# Task
There is one span to output from the data below: the lines starting at the line with "<< /PageSize [1321 1066] >> setpagedevice" and ending at the line with "x r add y moveto". Output it exactly, ends included, nothing more.
Data for the task below:
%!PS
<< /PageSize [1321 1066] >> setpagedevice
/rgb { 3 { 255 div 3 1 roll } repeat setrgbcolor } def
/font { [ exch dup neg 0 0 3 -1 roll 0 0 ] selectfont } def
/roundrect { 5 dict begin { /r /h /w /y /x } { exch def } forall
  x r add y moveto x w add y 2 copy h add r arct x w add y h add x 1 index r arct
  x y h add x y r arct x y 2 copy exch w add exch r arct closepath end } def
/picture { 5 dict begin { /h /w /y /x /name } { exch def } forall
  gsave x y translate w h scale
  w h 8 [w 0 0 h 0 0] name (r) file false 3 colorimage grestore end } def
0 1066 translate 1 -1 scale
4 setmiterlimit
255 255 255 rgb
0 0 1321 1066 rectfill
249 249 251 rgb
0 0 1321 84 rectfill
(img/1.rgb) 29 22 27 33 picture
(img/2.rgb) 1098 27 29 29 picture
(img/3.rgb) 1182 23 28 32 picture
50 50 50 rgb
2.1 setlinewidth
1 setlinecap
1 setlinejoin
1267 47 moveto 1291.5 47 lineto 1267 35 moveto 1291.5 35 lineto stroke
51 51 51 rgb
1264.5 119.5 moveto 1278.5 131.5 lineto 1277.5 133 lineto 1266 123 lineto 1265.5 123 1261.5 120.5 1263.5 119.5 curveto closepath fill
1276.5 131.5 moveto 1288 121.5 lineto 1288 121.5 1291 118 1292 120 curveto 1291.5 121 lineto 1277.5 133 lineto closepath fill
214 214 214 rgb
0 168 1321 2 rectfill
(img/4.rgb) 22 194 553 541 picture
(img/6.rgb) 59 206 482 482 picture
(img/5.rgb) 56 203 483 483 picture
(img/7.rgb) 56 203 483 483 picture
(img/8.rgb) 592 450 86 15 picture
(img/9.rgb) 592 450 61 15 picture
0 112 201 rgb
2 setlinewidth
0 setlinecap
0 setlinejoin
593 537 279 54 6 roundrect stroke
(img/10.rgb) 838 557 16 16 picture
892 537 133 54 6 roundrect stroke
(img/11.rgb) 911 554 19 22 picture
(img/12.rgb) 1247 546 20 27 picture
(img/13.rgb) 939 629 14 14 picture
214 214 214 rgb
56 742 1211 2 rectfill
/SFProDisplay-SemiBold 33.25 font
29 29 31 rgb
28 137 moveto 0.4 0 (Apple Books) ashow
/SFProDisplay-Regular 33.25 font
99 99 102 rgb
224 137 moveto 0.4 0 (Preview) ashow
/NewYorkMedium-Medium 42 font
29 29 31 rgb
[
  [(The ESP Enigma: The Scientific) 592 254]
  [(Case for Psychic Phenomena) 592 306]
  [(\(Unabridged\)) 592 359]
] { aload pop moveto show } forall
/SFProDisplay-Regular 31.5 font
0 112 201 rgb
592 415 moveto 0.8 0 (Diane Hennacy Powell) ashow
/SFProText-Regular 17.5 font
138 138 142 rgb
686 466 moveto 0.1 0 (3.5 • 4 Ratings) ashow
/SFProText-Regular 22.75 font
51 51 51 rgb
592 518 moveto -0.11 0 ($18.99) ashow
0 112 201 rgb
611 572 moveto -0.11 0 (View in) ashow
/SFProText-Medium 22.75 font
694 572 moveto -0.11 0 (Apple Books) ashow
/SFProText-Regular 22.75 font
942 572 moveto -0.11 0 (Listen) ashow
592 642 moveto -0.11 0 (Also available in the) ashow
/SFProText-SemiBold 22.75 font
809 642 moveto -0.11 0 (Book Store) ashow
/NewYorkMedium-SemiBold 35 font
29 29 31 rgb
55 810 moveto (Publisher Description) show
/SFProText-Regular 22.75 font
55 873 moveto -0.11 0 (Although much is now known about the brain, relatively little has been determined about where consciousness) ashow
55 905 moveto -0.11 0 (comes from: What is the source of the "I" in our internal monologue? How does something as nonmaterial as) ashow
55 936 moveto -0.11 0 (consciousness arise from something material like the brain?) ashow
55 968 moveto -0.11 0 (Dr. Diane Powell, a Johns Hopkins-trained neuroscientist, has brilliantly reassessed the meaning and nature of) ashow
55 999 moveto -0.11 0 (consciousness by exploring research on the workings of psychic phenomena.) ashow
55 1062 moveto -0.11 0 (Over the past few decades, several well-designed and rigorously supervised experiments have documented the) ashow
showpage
End of Data for the task.
# Solution to this exercise
<< /PageSize [1321 1066] >> setpagedevice
/rgb { 3 { 255 div 3 1 roll } repeat setrgbcolor } def
/font { [ exch dup neg 0 0 3 -1 roll 0 0 ] selectfont } def
/roundrect { 5 dict begin { /r /h /w /y /x } { exch def } forall
  x r add y moveto x w add y 2 copy h add r arct x w add y h add x 1 index r arct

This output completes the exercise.